Although the definition requires "any honest node" to guarantee transaction inclusion, in practice, achieving this may be cost-prohibitive. More critically, the protocol should possess sufficient robustness so that the pathway for transactions to enter the chain is highly predictable. Clearly, unpermissioned single-leader protocols cannot meet this requirement; once the current leader engages in Byzantine behavior, transactions cannot be included onchain. However, even having a small number of nodes (for example, four nodes) collectively ensure transaction inclusion in each time slot can significantly enhance the onchain options for users and applications. To enable applications to truly flourish, it is worthwhile to make certain trade-offs in performance. There is still a need to explore the best balance between robustness and performance, but the assurances provided by existing protocols are clearly inadequate.

Once a protocol can guarantee transaction inclusion, the ordering issue is to some extent resolved. The protocol can use any deterministic ordering rules to ensure consistency, such as prioritizing by fee or allowing applications to conduct custom ordering of transactions relevant to their state. While the optimal ordering remains an active research problem, the prerequisite is always that transactions must first be successfully included.

Objective Two: Hiding

After achieving short-term censorship resistance, the next key attribute is "hiding," which is a privacy protection mechanism for transactions before confirmation.

Its definition is: before a transaction is finally confirmed and included in a block, no other parties besides the node receiving that transaction can access the transaction's information.

In a protocol with hiding, nodes can see the plaintext of transactions submitted to them, but until consensus is reached and the transaction order has been finally determined, other parts of the network remain unaware of the content of the transaction. For example, time-lock encryption can be used to ensure that the block content cannot be decrypted before a certain time point; or threshold encryption can be used to uniformly decrypt after the committee has confirmed the block as irreversible.
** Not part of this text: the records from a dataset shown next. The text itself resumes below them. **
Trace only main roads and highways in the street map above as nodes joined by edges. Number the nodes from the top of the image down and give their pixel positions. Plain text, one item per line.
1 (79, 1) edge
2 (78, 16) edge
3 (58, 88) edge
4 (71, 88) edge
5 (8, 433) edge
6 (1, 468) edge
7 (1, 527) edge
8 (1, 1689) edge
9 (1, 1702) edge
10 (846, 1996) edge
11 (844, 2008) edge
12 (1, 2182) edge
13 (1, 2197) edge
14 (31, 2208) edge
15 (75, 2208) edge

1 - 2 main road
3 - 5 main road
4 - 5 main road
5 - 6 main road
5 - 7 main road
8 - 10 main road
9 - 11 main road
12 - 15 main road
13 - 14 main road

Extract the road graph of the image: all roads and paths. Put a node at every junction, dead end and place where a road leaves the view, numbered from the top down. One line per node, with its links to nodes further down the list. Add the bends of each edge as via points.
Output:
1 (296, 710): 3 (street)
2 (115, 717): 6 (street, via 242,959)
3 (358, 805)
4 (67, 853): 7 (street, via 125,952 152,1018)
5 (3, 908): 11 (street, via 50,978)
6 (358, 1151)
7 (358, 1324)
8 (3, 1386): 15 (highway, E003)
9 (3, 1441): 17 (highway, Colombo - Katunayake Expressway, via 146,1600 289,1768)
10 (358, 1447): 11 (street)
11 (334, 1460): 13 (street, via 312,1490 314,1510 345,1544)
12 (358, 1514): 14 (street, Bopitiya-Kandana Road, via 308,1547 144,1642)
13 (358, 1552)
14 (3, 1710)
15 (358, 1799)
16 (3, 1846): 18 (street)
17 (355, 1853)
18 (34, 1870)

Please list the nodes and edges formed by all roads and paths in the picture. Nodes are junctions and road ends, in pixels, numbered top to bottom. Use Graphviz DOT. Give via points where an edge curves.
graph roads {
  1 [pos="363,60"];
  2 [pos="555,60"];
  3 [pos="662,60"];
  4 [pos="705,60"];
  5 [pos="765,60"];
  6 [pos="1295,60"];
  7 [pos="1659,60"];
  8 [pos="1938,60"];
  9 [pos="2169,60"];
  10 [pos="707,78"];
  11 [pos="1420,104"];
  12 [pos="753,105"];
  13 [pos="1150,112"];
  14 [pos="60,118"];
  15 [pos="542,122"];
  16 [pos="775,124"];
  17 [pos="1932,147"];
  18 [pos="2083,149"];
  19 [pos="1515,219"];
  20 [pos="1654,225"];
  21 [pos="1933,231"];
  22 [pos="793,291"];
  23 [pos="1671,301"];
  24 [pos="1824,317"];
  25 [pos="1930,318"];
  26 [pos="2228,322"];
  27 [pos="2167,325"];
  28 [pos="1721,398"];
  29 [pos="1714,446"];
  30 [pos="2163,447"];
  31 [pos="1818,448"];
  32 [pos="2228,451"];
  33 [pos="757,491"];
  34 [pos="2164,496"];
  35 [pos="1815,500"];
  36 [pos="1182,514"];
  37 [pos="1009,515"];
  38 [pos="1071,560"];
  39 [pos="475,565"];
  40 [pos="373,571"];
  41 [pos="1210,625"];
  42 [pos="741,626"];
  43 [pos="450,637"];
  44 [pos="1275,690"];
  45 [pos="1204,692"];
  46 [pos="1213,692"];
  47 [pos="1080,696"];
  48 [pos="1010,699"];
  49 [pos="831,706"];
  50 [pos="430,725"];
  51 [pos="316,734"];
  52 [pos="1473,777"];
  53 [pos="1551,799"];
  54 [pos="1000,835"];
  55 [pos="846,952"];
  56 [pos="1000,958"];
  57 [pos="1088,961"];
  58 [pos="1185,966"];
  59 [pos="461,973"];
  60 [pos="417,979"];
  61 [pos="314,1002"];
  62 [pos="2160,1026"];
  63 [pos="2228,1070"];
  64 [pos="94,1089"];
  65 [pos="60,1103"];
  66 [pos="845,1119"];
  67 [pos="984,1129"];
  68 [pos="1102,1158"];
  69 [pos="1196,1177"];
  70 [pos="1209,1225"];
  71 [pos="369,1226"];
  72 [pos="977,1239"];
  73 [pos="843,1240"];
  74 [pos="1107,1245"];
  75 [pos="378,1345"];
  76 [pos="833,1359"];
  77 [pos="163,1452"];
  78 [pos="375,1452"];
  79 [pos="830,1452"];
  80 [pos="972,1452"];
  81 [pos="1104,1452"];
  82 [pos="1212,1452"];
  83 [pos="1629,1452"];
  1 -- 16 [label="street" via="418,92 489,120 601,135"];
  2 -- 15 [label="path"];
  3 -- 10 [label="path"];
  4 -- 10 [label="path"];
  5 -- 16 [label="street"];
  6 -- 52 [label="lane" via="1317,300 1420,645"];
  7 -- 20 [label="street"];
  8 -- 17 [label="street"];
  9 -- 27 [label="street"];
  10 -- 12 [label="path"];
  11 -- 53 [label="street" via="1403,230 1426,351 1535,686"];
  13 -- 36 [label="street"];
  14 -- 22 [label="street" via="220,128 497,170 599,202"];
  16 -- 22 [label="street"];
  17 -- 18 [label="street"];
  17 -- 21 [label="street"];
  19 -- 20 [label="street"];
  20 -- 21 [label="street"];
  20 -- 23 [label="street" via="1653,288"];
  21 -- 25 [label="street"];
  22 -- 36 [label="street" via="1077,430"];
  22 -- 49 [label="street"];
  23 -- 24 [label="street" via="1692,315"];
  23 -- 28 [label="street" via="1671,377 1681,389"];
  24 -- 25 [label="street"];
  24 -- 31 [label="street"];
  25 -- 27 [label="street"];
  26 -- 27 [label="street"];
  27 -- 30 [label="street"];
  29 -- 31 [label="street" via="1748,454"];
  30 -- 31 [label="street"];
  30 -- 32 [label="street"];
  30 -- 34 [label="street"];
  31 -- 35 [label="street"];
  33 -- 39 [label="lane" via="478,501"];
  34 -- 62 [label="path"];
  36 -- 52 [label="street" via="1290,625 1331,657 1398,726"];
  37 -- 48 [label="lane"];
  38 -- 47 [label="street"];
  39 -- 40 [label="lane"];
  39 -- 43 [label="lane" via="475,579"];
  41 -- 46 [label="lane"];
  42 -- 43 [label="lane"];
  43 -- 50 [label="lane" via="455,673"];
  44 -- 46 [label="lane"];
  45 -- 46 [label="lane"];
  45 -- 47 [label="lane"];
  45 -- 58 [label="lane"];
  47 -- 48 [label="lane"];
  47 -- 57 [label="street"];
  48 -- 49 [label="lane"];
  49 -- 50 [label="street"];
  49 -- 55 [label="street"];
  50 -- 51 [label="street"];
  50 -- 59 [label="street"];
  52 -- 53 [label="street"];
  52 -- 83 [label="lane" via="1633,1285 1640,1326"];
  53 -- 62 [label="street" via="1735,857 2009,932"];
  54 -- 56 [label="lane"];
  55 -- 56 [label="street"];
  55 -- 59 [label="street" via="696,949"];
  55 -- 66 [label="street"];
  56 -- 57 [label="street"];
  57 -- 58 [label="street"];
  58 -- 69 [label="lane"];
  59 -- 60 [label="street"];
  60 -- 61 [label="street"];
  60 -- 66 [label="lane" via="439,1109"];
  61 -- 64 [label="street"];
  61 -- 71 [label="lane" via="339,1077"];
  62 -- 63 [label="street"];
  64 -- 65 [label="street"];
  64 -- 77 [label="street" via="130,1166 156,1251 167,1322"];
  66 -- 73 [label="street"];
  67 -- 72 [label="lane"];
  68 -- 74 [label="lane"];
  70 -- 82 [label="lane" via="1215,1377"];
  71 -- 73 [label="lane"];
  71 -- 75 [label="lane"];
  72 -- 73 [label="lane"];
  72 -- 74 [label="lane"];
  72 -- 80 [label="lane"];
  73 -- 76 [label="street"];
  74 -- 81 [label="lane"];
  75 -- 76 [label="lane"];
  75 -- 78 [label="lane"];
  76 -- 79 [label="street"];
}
This means that although a receiving node may misuse its information, other nodes in the network do not know the transaction content during the consensus process. Once transaction information is made public, its order has been determined and cannot be changed, thus preventing front-running. To make this mechanism effective, the protocol needs to support transactions being received and included by multiple nodes within the same time slot.

We do not adopt a stronger privacy model (such as a fully encrypted mempool visible only to the user), because the protocol must be able to filter out junk transactions. If the transaction content is completely hidden from the entire network, it becomes impossible to distinguish valid transactions from junk ones. The only alternative is to leak some metadata (such as the address paying transaction fees), but this type of information could similarly be utilized by attackers. Therefore, a more realistic design is to allow individual nodes to fully see the transaction content, while other nodes in the network cannot access any information before confirmation. This also means that to satisfy this property, users must have at least one honest node as a transaction entry in each time slot.

A protocol that simultaneously possesses "short-term censorship resistance" and "hiding" will provide an ideal foundation for building financial applications. Returning to the earlier auction example, these two attributes eliminate Bob's two capabilities to disrupt the market: he cannot censor Alice’s bid nor access her information before bidding, thus fundamentally solving the problem.

With short-term censorship resistance in place, any submitted transaction—whether for matching, bidding, or settlement—can be included instantaneously. Market makers can dynamically adjust orders, bidders can quickly submit bids, and settlements can be efficiently executed. Users can be assured that any of their actions will be executed promptly. This will enable the next generation of low-latency real financial applications to operate entirely onchain.

To make blockchains truly competitive with and even surpass existing financial infrastructure, merely enhancing throughput is far from sufficient.